Setting pictures aside, output exactly the lines from the start of the records to the line with "Write the network of the", that line included.
START EXERCISE DATA
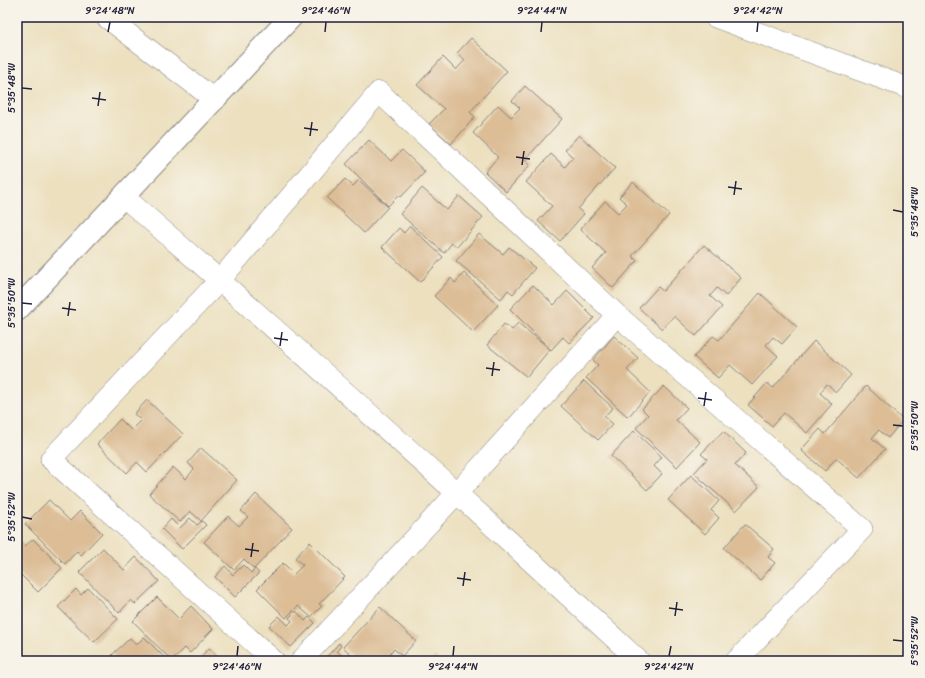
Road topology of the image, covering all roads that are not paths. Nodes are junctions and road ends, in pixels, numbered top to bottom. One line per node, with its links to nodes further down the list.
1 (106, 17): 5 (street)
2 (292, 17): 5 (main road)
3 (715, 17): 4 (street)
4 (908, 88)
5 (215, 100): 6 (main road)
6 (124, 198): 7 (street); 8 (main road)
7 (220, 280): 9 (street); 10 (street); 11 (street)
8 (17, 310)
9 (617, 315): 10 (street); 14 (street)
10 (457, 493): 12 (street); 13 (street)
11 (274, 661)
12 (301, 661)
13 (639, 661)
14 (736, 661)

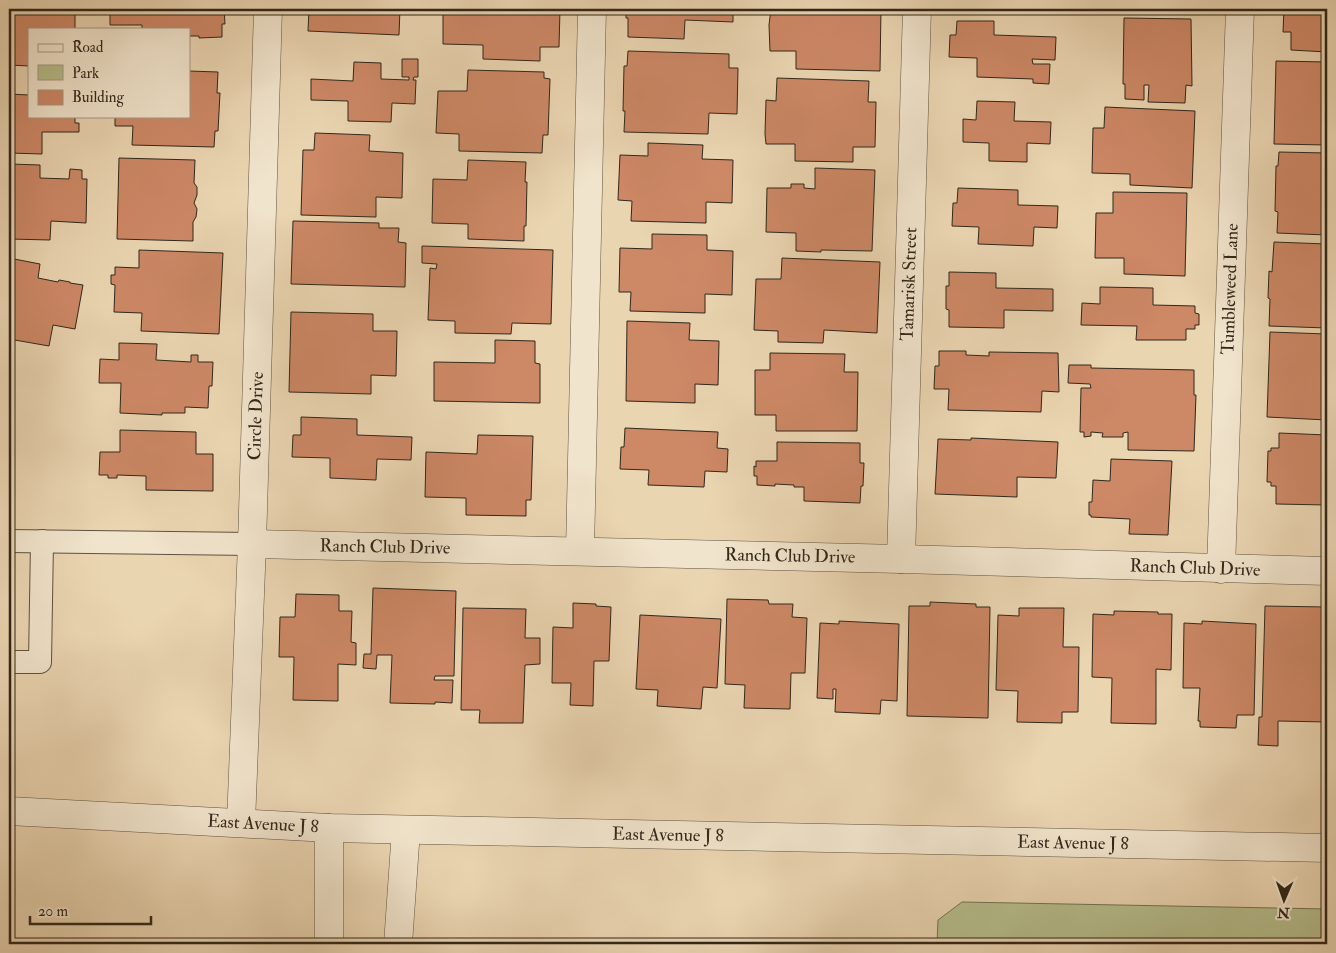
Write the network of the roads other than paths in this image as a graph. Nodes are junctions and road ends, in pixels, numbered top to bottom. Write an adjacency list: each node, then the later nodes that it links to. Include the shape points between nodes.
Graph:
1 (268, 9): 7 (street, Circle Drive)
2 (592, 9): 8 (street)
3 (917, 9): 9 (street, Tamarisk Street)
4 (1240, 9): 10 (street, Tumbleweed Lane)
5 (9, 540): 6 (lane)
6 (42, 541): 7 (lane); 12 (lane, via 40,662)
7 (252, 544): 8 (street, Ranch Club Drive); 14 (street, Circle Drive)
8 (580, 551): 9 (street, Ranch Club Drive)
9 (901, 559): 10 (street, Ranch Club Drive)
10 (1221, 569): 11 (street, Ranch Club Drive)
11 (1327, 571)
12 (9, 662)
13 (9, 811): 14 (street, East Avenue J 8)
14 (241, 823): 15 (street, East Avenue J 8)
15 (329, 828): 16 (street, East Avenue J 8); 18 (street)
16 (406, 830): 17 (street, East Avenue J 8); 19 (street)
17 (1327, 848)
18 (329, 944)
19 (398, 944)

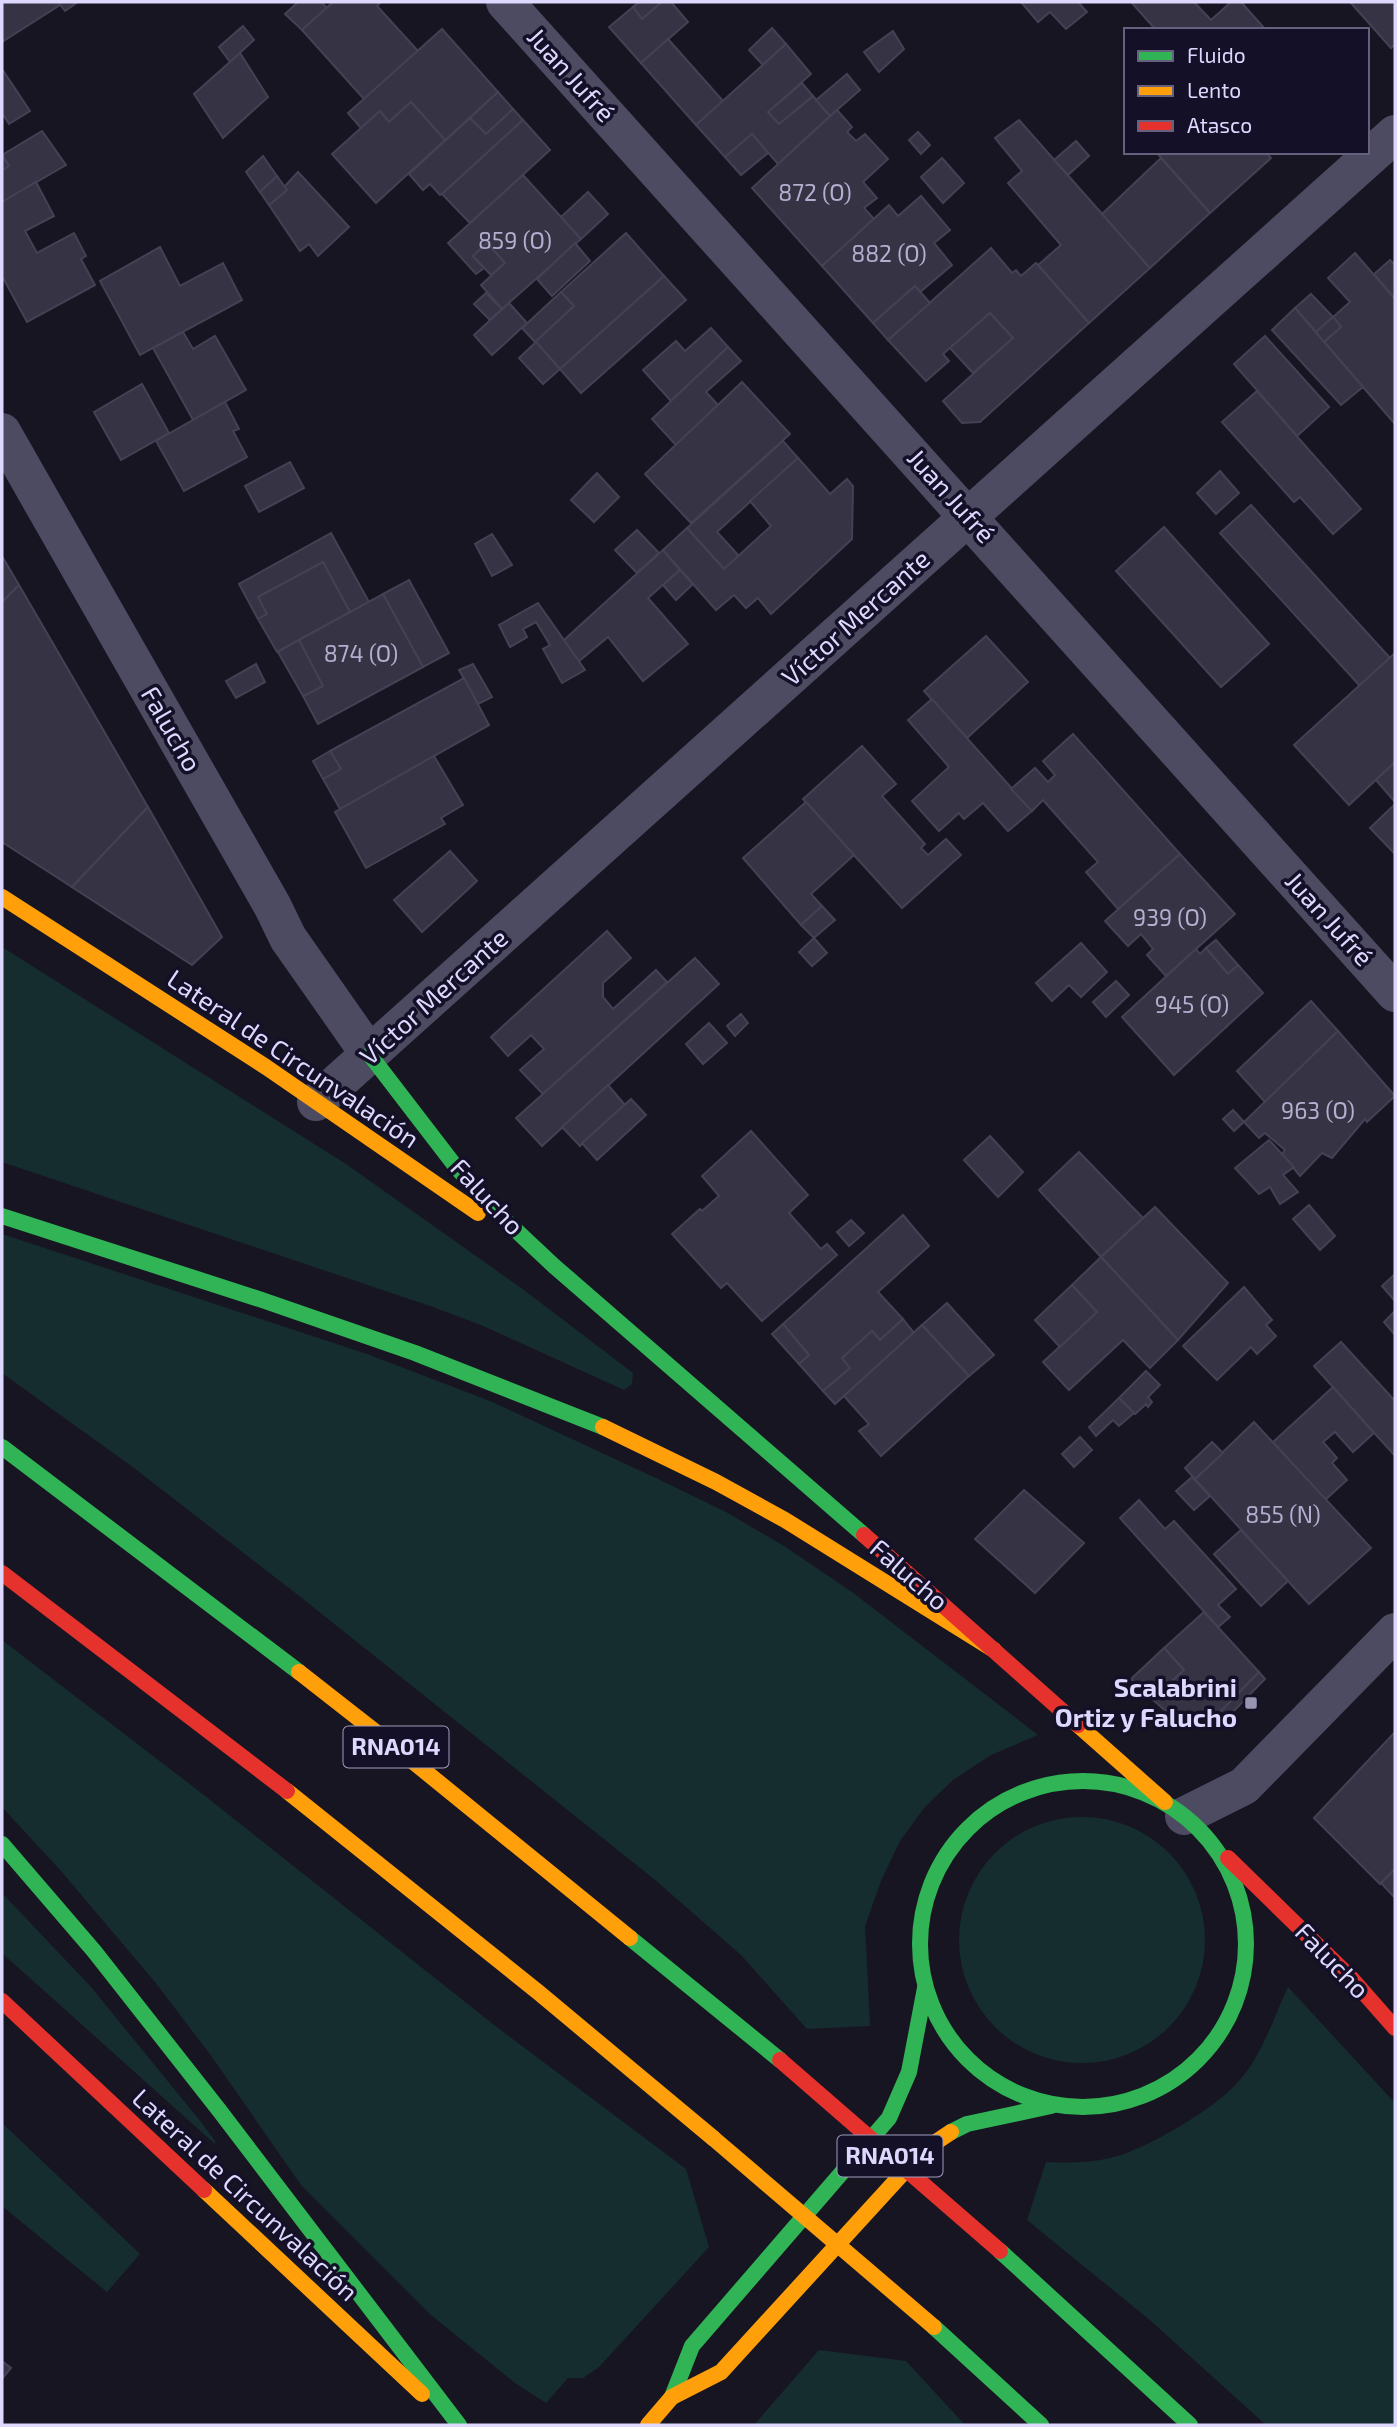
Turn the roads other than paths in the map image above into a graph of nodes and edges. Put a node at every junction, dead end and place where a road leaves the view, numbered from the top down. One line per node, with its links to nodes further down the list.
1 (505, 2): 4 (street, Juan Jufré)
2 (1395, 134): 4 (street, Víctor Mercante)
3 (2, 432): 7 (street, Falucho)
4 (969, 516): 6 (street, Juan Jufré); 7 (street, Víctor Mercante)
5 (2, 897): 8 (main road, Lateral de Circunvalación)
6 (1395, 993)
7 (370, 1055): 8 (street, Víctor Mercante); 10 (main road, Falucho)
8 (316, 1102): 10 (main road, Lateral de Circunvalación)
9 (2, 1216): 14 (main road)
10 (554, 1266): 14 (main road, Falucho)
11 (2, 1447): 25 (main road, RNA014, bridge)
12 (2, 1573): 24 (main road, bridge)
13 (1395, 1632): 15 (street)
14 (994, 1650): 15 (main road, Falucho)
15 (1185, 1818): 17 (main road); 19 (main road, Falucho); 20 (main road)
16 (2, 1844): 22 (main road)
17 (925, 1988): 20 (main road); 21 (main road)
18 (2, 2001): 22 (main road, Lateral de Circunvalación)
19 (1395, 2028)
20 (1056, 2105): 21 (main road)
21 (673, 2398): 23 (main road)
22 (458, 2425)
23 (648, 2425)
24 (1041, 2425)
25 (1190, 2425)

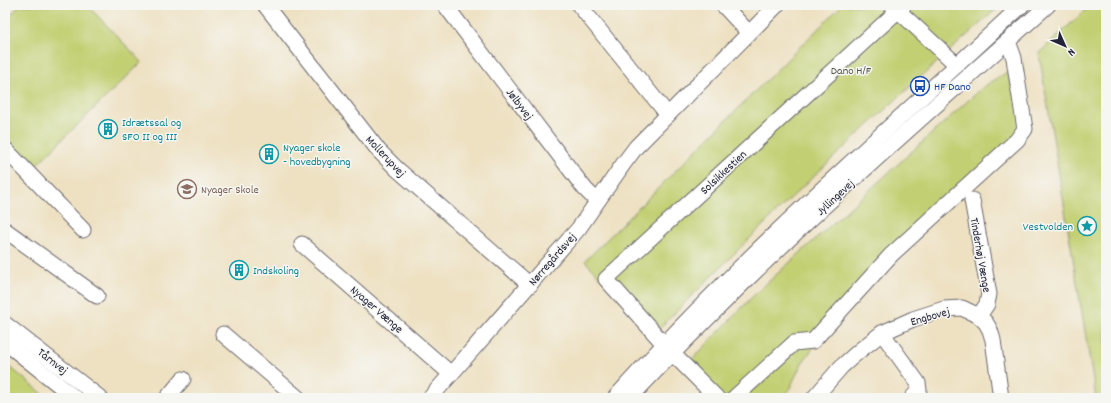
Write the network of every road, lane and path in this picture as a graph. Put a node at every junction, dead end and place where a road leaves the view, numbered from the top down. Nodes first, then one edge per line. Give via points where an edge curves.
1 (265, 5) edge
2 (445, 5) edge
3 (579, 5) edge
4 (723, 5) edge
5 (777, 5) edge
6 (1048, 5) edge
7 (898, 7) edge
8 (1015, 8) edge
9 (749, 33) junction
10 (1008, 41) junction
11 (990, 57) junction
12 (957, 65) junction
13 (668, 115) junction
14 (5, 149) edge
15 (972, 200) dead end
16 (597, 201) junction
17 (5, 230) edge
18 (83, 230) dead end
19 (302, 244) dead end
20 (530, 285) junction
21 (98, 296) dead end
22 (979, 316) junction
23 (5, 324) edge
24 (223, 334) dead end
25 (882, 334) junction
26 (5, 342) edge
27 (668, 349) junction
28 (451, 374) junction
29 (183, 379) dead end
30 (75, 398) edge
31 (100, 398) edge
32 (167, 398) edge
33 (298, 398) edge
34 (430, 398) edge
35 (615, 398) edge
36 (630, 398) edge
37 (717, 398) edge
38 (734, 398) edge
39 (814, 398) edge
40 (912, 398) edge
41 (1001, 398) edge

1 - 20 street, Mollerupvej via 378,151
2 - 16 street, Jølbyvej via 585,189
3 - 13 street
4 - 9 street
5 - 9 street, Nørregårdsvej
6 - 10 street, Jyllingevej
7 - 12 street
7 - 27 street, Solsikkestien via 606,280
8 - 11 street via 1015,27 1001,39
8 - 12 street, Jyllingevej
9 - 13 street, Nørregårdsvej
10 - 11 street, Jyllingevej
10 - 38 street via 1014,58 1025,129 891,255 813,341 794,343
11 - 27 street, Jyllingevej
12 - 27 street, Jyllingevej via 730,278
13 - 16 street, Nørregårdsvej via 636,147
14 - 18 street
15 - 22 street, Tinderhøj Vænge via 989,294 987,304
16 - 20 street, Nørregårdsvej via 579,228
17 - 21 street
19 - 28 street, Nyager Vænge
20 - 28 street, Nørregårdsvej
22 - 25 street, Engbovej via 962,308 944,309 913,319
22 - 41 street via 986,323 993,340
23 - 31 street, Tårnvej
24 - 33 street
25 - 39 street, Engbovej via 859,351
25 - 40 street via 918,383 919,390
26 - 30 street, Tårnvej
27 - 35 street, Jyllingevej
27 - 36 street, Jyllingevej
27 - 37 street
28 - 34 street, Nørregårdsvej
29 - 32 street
END EXERCISE DATA
§ REPLY TO THE EXERCISE:
Road topology of the image, covering all roads that are not paths. Nodes are junctions and road ends, in pixels, numbered top to bottom. One line per node, with its links to nodes further down the list.
1 (106, 17): 5 (street)
2 (292, 17): 5 (main road)
3 (715, 17): 4 (street)
4 (908, 88)
5 (215, 100): 6 (main road)
6 (124, 198): 7 (street); 8 (main road)
7 (220, 280): 9 (street); 10 (street); 11 (street)
8 (17, 310)
9 (617, 315): 10 (street); 14 (street)
10 (457, 493): 12 (street); 13 (street)
11 (274, 661)
12 (301, 661)
13 (639, 661)
14 (736, 661)

Write the network of the roads other than paths in this image as a graph. Nodes are junctions and road ends, in pixels, numbered top to bottom. Write an adjacency list: each node, then the later nodes that it links to. Include the shape points between nodes.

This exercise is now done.